Logging in Kubernetes: How It Works, and How to Choose a Logging Solution
November 09, 2020

Roopak Parikh

The adoption of Cloud Native Architecture and use of microservices is starting to take off and Kubernetes is at the forefront of the technologies enabling this trend. However, while Kubernetes provides you with many features that make deploying and running microservices easy, there are few additional services that need to be enabled in order for developers/devops to be productive and make applications maintainable. Logging is one such vital service.

When it comes to logging, the Kubernetes ecosystem offers many choices for you to collect and manage logs.

This blog discusses different aspects about logging in Kubernetes, while identifying key considerations to keep in mind when developing a Kubernetes logging strategy.

Let's start by discussing the essentials of Kubernetes logging.

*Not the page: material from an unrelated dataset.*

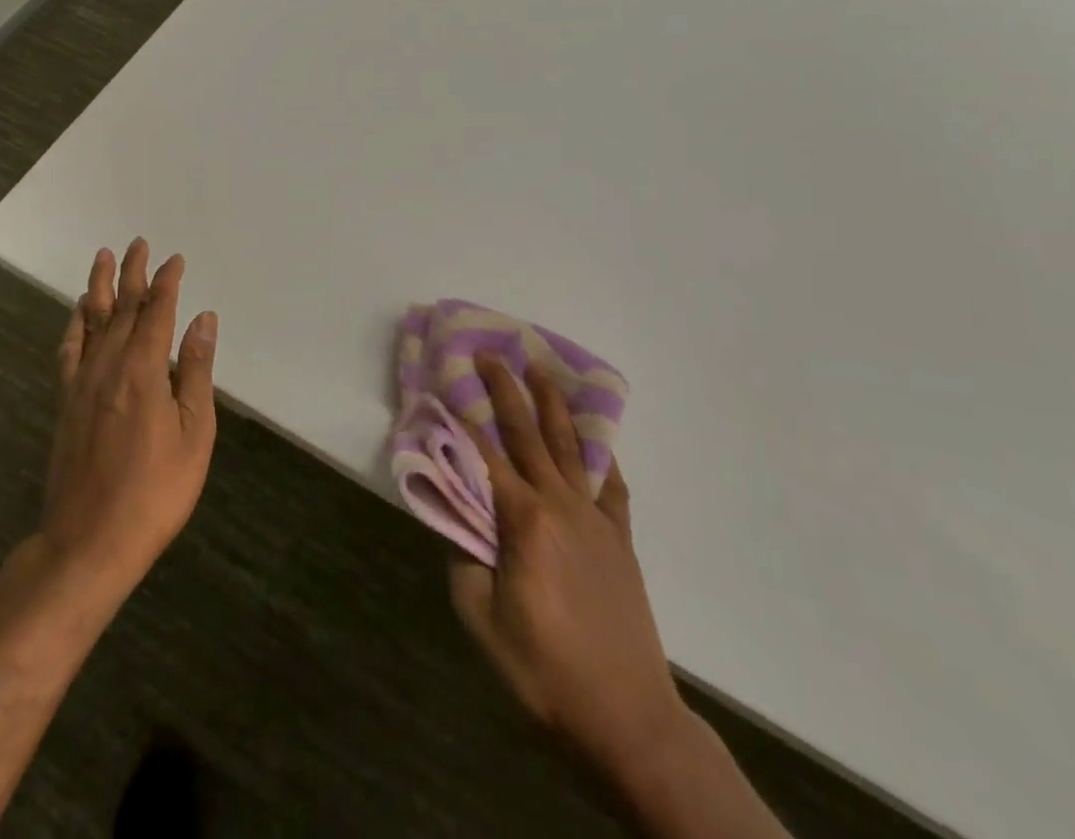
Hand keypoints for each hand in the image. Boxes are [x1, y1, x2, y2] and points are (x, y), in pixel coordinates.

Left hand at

Types of Log Data in Kubernetes

In a Kubernetes environment, there are two main types of logs to manage:

Kubernetes logs

Kubernetes generates its own logs for the API server, etcd, schedulers and kube-proxy. These logs are useful for troubleshooting or tracking down issues related to Kubernetes itself. Most of these logs are stored on Kubernetes master nodes in the host operating system's log directory (on most Linux distributions, that's /var/log). Other logs associated with the worker node components such as kubelet and kube-proxy are stored on the worker node itself. The actual location of the logs and associated log rotation policy may depend on the vendor or toolkit you are using to manage Kubernetes cluster.

Application Logs

These are the logs from applications hosted in Kubernetes. Typically, application log data is written to standard output (stdout) and standard error (stderr) streams inside the container (or containers. While this may be true for most modern application, there are few challenges to address :

■ Some containers may run multiple processes: typically when you are porting over large monolith installation to Kubernetes. This may mean that there are multiple process logs you may want to access.

■ Even if you have a single process container, it is possible that the process itself is not writing to stdout/stderr and may be writing to a log file.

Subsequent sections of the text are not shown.